TASK INSTRUCTIONS: Identify all lines of the data containing the string "roads" and copy them.

━━ WORKING DATA

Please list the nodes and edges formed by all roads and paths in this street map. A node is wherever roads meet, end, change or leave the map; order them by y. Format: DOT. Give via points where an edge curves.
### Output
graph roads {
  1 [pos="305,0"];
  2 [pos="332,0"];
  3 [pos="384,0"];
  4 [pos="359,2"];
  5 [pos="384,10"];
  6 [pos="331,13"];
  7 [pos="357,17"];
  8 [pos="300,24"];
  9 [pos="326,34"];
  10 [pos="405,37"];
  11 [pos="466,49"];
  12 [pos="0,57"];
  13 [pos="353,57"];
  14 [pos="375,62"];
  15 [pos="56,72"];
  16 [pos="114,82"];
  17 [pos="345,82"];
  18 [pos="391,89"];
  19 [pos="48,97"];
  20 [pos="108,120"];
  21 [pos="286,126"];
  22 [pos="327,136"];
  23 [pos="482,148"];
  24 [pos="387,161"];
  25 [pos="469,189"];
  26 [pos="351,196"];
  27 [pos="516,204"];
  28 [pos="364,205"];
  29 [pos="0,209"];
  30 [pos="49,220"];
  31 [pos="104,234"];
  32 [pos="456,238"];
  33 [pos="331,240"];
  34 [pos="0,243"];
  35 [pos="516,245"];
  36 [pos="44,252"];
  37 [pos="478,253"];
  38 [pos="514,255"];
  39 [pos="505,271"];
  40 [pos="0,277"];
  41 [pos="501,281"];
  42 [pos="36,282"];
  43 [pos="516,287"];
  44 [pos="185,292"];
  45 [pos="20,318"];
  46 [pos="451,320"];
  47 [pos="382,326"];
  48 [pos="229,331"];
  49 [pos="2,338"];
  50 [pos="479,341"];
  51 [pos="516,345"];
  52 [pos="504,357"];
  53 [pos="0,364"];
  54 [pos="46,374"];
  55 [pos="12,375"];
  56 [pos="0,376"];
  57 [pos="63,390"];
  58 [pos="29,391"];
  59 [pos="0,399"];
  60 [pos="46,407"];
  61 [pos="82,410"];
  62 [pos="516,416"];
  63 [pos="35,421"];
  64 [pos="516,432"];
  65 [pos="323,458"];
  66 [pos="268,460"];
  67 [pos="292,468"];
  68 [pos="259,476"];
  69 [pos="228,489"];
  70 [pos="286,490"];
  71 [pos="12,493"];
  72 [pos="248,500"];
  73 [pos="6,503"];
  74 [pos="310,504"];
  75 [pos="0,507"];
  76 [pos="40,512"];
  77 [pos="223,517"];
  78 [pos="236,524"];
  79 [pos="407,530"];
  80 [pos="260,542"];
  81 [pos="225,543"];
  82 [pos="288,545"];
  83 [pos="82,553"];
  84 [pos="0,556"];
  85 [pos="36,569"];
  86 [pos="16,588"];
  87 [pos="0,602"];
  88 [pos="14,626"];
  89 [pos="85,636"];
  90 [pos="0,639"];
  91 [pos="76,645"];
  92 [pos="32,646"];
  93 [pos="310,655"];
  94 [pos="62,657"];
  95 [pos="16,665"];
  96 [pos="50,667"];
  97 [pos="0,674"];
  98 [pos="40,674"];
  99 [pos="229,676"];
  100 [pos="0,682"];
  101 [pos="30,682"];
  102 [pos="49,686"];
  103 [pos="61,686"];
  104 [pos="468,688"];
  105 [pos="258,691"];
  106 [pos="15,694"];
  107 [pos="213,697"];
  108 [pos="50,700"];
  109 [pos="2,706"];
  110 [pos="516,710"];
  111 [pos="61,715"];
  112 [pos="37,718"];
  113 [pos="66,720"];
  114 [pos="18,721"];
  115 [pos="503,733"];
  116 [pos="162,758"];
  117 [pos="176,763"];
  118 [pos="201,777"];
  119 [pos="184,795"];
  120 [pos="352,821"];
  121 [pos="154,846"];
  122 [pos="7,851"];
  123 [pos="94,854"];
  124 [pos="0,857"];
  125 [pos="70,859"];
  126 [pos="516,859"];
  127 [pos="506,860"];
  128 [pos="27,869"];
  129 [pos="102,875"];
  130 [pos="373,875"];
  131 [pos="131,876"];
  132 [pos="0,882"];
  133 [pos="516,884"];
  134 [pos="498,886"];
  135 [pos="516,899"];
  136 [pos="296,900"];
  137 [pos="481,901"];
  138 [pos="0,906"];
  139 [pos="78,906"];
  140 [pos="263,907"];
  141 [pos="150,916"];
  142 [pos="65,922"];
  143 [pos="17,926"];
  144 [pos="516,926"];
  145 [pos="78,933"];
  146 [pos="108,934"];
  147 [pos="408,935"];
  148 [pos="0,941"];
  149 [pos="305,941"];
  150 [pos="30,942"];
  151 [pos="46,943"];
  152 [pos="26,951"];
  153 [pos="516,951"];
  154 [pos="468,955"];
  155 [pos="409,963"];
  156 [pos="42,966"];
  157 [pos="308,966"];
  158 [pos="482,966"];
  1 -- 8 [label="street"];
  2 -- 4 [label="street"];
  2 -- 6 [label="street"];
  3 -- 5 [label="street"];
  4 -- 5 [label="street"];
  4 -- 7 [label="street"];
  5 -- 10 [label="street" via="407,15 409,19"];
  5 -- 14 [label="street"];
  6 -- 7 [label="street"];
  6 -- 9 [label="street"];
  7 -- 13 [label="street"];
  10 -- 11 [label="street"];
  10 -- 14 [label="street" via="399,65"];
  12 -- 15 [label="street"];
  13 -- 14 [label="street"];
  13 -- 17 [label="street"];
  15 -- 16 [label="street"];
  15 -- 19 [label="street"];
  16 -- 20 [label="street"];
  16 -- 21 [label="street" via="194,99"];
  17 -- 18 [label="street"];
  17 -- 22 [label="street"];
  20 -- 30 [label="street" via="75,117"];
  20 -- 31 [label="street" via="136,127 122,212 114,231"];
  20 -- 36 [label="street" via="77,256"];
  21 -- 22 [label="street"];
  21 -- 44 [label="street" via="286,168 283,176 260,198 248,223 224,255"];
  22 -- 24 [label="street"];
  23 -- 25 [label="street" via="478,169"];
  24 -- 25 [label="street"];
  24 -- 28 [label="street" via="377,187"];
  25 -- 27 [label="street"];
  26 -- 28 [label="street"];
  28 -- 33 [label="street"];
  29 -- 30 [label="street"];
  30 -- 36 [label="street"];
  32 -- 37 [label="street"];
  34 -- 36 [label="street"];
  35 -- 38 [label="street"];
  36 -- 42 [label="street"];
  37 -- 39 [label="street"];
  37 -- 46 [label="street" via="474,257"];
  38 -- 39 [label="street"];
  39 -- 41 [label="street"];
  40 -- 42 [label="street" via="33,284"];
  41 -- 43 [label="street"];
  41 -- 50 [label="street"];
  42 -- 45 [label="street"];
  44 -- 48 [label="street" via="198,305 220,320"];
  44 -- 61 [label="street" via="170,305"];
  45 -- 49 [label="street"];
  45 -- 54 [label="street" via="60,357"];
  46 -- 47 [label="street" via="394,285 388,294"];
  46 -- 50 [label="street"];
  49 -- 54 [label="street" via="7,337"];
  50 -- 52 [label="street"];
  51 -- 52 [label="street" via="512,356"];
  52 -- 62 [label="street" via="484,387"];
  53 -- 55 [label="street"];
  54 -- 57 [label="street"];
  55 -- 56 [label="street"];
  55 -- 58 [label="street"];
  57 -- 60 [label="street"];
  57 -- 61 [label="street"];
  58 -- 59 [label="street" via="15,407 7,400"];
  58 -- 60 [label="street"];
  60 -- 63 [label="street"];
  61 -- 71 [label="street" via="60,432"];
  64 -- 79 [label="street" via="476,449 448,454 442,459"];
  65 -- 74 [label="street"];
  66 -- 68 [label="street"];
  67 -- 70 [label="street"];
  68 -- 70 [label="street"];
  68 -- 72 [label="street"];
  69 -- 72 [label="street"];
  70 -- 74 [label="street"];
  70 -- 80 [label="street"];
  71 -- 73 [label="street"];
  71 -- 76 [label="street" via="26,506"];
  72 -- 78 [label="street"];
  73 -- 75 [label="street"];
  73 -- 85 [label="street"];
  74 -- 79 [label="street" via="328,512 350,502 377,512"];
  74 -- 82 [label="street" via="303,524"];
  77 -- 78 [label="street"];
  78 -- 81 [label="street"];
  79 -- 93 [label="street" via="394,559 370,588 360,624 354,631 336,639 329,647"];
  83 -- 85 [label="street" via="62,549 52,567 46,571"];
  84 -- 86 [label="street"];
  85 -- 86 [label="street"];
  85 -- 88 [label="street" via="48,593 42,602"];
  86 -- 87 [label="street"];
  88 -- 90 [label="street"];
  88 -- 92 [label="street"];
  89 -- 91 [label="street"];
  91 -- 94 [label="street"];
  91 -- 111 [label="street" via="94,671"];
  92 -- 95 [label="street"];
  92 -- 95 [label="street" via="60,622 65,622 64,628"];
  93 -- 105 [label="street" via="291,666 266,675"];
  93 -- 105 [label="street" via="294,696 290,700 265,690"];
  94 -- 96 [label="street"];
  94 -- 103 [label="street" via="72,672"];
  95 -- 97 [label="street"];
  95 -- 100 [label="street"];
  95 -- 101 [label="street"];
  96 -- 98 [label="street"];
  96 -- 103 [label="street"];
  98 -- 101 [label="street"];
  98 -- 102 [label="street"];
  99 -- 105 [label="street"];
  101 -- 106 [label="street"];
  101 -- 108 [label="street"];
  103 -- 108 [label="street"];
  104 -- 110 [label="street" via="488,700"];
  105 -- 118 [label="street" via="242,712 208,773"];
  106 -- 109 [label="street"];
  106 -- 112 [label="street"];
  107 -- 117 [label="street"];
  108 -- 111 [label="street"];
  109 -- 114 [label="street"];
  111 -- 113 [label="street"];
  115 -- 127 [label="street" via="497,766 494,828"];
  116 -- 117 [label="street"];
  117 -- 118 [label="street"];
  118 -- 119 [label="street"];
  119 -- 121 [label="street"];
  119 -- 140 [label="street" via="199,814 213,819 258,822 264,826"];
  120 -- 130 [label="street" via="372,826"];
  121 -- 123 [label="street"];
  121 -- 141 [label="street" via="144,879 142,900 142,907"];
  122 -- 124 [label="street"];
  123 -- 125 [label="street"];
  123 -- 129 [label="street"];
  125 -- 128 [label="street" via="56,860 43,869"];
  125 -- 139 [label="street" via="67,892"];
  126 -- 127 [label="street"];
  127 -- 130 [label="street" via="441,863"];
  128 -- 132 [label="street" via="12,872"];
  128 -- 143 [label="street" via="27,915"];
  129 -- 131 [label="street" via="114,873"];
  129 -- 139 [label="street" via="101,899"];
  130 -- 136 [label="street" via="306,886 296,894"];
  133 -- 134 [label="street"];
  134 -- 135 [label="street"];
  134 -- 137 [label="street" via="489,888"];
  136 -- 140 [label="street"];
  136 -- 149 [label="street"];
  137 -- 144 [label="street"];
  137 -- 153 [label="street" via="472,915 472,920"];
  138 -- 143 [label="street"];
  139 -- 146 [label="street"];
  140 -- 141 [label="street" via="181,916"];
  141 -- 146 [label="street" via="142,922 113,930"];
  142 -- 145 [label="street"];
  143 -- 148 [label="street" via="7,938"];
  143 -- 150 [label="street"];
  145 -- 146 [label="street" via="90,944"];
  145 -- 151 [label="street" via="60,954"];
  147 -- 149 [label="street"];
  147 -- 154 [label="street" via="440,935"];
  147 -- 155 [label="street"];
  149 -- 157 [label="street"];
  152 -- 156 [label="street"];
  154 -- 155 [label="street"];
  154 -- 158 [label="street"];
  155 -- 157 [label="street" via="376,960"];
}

━━━━

OUTPUT FOR THIS EXERCISE:
Please list the nodes and edges formed by all roads and paths in this street map. A node is wherever roads meet, end, change or leave the map; order them by y. Format: DOT. Give via points where an edge curves.
graph roads {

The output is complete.